Gould quit in May 1983 to join Coventry and the board appointed David Williams as player-manager. Randall struggled with goals in 1983–84 scoring seven in 40 games as Rovers missed out on promotion by four points. His form returned in 1984–85 as he scored 22 goals in 51 games but Rovers again failed to gain promotion finishing 6th. Bobby Gould returned as manager for the 1985–86 season. Results and performances were poor and with Gould failing to keep a settled line-up Randall found himself in the reserves. He turned down a move to Dutch club NAC Breda in order to fight for his place at Rovers. But he failed to convince Gould to play him so Randall handed in a transfer request which drew an offer from non-league Yeovil Town which was accepted.

===Later career===
He joined Isthmian League Premier Division side Yeovil Town midway through the 1985–86 season. Yeovil were involved in a promotion race with Sutton United during much of the season, Sutton eventually winning the title. In 1986–87 Yeovil again finished 2nd this time to Wycombe Wanderers who amassed 101 points. Yeovil did gain promotion to the Alliance Premier League in 1987–88 with Randall scoring 25 goals. With Yeovil struggling at a higher level Randall joined Bath City in March 1989 where he went on to continue his prolific scoring record. At Bath Randall was a prolific goalscorer scoring 112 goals for the club in four years.

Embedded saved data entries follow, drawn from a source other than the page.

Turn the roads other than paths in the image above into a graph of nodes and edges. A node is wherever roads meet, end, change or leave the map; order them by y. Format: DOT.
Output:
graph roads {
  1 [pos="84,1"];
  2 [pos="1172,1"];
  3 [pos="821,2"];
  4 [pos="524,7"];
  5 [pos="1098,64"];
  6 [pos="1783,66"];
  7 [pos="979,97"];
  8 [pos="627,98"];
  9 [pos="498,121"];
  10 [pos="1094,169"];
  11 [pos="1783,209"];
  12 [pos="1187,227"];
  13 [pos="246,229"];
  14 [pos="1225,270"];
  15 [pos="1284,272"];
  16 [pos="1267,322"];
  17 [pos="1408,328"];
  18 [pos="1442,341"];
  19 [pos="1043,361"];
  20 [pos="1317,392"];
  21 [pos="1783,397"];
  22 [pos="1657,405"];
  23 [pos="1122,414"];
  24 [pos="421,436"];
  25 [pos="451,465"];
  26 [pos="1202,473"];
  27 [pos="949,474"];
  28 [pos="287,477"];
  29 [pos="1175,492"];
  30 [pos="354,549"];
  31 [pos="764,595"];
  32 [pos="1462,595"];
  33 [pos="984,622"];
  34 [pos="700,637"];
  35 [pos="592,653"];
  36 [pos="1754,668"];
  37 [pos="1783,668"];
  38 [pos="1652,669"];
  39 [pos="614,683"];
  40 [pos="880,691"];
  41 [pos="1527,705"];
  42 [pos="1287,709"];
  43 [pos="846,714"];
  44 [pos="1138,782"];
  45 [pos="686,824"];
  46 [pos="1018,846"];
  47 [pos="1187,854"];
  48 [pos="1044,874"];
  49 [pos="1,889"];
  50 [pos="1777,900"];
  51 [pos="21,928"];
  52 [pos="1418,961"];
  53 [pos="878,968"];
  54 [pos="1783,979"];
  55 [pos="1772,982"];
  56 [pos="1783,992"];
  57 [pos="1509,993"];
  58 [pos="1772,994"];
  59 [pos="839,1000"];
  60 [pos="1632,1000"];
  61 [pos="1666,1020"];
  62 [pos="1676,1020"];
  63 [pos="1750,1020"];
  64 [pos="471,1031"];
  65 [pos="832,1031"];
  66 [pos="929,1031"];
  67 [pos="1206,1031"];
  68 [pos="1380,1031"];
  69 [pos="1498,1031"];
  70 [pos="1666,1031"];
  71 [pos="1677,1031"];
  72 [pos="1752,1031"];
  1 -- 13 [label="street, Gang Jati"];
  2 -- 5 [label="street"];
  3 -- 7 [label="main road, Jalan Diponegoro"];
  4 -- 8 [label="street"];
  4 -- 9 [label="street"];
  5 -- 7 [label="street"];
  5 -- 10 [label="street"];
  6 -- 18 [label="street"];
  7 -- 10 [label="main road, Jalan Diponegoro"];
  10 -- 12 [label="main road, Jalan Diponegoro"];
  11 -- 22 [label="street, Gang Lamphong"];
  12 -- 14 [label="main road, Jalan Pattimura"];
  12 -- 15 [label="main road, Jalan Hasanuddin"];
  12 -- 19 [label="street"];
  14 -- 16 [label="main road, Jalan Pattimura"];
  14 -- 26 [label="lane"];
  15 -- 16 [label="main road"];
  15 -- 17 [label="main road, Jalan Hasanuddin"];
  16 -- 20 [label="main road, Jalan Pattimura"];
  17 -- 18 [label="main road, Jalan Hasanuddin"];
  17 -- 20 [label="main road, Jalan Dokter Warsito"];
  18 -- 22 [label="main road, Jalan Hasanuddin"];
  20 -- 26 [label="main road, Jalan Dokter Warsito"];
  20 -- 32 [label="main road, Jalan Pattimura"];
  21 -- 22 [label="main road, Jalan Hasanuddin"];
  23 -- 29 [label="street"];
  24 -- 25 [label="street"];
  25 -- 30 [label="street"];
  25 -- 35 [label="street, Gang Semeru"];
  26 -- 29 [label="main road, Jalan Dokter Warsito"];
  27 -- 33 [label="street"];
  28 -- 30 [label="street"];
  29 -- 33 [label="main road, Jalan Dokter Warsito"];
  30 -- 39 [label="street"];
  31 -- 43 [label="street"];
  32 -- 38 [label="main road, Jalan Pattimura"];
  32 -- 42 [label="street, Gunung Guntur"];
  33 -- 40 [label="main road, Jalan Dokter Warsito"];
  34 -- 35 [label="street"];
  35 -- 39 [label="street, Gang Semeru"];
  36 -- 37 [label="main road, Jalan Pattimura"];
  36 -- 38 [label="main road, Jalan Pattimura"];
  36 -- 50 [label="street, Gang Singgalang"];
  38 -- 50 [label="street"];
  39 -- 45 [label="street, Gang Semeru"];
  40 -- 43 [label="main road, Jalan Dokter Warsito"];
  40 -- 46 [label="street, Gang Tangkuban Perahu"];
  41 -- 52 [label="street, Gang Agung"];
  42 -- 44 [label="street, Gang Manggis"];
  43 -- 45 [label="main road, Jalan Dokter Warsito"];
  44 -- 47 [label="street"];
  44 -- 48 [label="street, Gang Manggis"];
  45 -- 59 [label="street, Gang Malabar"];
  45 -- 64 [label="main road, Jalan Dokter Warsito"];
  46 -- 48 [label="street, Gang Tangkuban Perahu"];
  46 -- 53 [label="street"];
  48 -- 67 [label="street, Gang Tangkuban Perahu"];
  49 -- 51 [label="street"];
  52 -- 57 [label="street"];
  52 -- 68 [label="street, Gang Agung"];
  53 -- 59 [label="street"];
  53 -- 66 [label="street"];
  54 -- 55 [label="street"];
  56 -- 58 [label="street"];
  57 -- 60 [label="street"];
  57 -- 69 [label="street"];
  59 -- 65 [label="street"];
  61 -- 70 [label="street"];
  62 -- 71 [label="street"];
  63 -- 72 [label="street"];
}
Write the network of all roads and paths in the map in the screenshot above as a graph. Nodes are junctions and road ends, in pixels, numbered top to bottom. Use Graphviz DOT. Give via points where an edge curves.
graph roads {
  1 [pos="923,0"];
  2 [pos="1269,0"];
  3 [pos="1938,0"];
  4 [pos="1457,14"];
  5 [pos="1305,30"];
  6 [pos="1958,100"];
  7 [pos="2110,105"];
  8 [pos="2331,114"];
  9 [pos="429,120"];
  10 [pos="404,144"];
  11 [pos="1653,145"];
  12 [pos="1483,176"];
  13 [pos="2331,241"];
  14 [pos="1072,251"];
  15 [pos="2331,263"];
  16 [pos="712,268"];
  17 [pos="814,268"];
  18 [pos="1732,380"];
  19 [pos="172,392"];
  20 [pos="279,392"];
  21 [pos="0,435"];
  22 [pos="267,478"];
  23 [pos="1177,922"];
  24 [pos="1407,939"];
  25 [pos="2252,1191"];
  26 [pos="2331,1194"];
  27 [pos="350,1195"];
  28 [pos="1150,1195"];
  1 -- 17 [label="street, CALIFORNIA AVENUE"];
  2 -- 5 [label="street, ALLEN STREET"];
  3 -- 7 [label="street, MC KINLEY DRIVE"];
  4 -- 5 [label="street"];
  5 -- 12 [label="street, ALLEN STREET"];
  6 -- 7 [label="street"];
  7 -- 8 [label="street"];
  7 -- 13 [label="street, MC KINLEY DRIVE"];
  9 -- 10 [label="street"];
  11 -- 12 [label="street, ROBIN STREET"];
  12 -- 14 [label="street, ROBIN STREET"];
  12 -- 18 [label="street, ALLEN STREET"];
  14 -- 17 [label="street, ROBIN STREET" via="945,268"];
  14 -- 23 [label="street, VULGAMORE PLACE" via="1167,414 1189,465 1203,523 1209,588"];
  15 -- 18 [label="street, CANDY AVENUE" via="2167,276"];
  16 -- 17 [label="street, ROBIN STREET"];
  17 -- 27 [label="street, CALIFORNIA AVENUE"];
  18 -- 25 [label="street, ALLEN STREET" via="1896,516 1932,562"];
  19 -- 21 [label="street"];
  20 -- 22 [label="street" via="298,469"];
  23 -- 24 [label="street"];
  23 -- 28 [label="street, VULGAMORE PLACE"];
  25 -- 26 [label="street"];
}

He left Bath on a free transfer in August 1993 where he joined Weymouth but after finding travel a problem he joined Clevedon Town. But he found himself not playing so moved on again this time to Welton Rovers where he had another short spell. At the age of 40 Randall re-joined his first club Glastonbury Town where he scored 50 goals in two seasons. He then played for Street and Wells City where he carried on playing until he was 47.

==Personal life==
Randall wrote an autobiography entitled Punky' The Paul Randall Story which was published in 2013.

==Career statistics==

Appearances and goals by club, season and competition
| Club | Season | League |  |  | FA Cup |  | League Cup |  | Other^{[A]} |  | Total |  |
| Division | Apps | Goals | Apps | Goals | Apps | Goals | Apps | Goals | Apps | Goals |
| Bristol Rovers | 1977–78 | Second Division | 31 | 20 | 4 | 2 | 0 | 0 | 0 | 0 | 35 | 22 |
| 1978–79 | Second Division | 21 | 13 | 0 | 0 | 2 | 0 | 3 | 1 | 26 | 14 |
| Total |  | 52 | 33 | 4 | 2 | 2 | 0 | 3 | 1 | 61 | 36 |
| Stoke City | 1978–79 | Second Division | 20 | 5 | 0 | 0 | 0 | 0 | 0 | 0 | 20 | 5 |
| 1979–80 | First Division | 16 | 0 | 1 | 0 | 2 | 1 | 0 | 0 | 19 | 1 |
| 1980–81 | First Division | 10 | 2 | 0 | 0 | 2 | 0 | 0 | 0 | 12 | 2 |
| Total |  | 46 | 7 | 1 | 0 | 4 | 1 | 0 | 0 | 51 | 8 |
| Bristol Rovers | 1980–81 | Second Division | 15 | 3 | 0 | 0 | 0 | 0 | 0 | 0 | 15 | 3 |
| 1981–82 | Third Division | 37 | 12 | 1 | 0 | 3 | 0 | 0 | 0 | 41 | 12 |
| 1982–83 | Third Division | 40 | 20 | 2 | 0 | 4 | 2 | 0 | 0 | 46 | 22 |
| 1983–84 | Third Division | 32 | 6 | 3 | 0 | 4 | 1 | 1 | 0 | 40 | 7 |
| 1984–85 | Third Division | 43 | 18 | 2 | 2 | 4 | 2 | 2 | 0 | 51 | 22 |
| 1985–86 | Third Division | 17 | 2 | 1 | 0 | 4 | 3 | 1 | 0 | 23 | 5 |
| Total |  | 184 | 61 | 9 | 2 | 19 | 8 | 4 | 0 | 216 | 71 |
| Career total |  |  | 282 | 101 | 14 | 4 | 25 | 9 | 7 | 1 | 328 | 115 |

A. The "Other" column constitutes appearances and goals in the Anglo-Scottish Cup, Football League Trophy.